### WHAT IS EXPECTED
What is the number of lines in these records that hold the word "main"? Reply with that number alone.

### EXTRACTED ENTRIES
☆ ☆ ☆

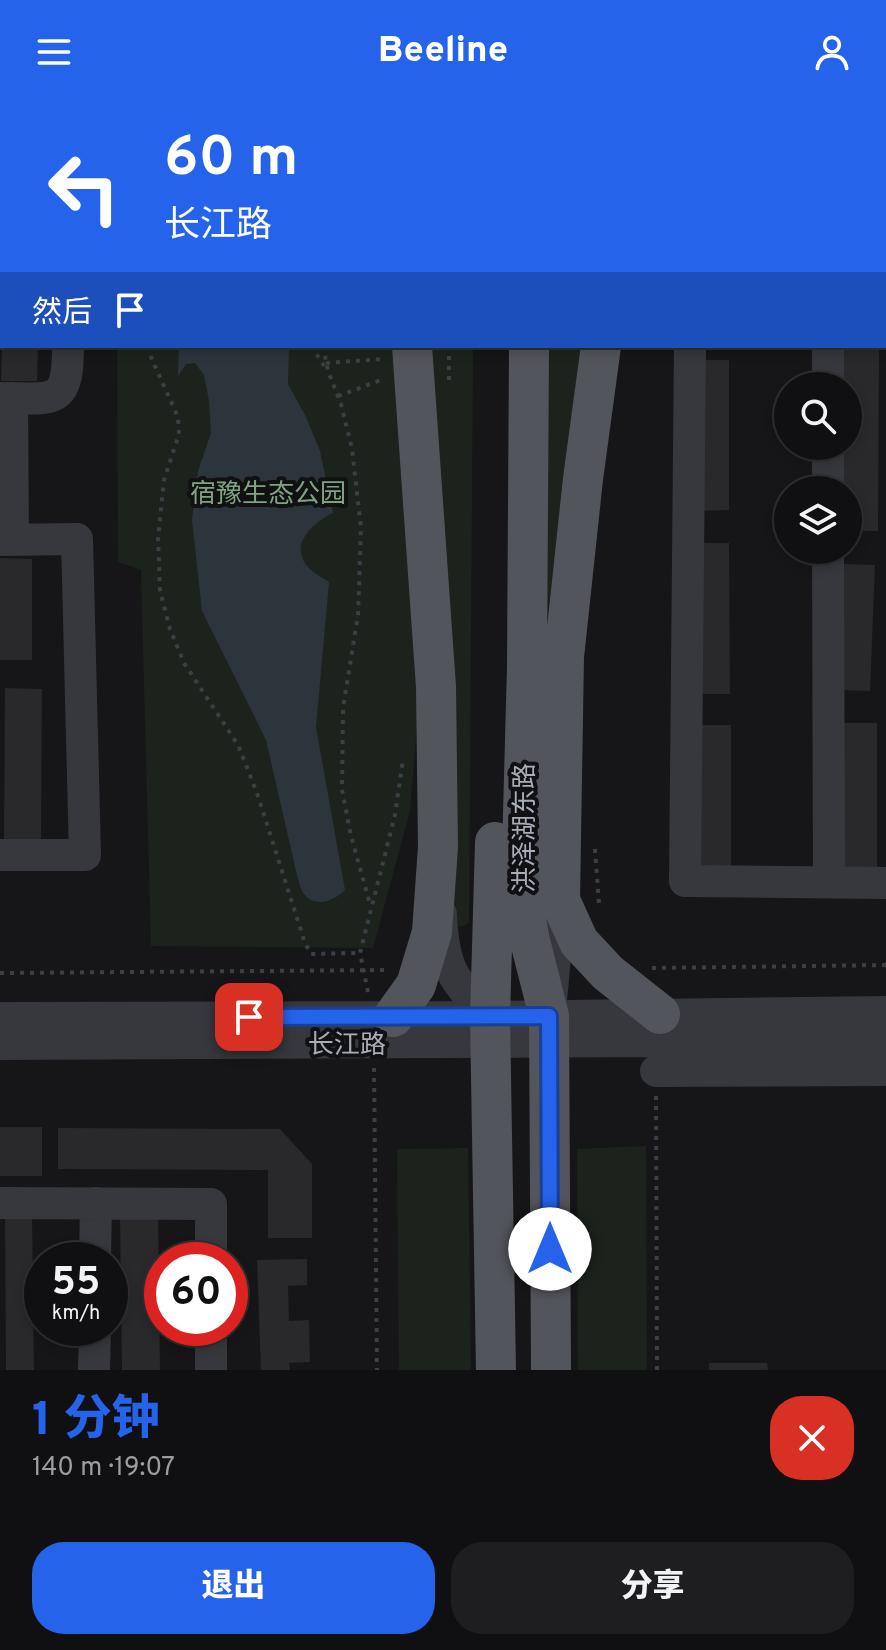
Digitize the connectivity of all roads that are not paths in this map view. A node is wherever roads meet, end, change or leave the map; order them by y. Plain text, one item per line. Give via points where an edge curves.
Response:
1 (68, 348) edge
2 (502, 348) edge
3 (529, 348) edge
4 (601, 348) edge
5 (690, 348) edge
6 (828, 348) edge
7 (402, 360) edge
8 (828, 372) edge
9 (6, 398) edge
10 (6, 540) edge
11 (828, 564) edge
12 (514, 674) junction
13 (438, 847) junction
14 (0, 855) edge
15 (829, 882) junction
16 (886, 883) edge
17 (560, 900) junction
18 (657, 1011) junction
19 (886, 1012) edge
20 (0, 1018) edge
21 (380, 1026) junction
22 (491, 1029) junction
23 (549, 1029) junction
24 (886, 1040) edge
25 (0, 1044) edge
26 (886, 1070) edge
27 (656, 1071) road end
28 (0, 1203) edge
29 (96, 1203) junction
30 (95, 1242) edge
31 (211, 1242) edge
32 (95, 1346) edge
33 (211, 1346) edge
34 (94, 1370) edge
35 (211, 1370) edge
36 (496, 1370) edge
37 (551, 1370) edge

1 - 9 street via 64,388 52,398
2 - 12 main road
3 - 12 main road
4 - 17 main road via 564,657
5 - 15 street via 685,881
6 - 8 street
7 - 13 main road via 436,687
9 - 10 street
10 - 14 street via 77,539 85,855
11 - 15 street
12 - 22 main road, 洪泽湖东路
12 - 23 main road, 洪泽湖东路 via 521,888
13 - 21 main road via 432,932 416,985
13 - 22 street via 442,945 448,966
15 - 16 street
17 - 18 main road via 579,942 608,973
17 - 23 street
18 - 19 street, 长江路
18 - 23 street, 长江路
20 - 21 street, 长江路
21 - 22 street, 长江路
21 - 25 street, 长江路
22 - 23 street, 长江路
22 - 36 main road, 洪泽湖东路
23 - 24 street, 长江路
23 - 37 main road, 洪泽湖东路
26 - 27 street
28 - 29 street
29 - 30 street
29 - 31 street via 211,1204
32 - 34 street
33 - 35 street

☆ ☆ ☆

### RESPONSE FOR THIS EXERCISE
10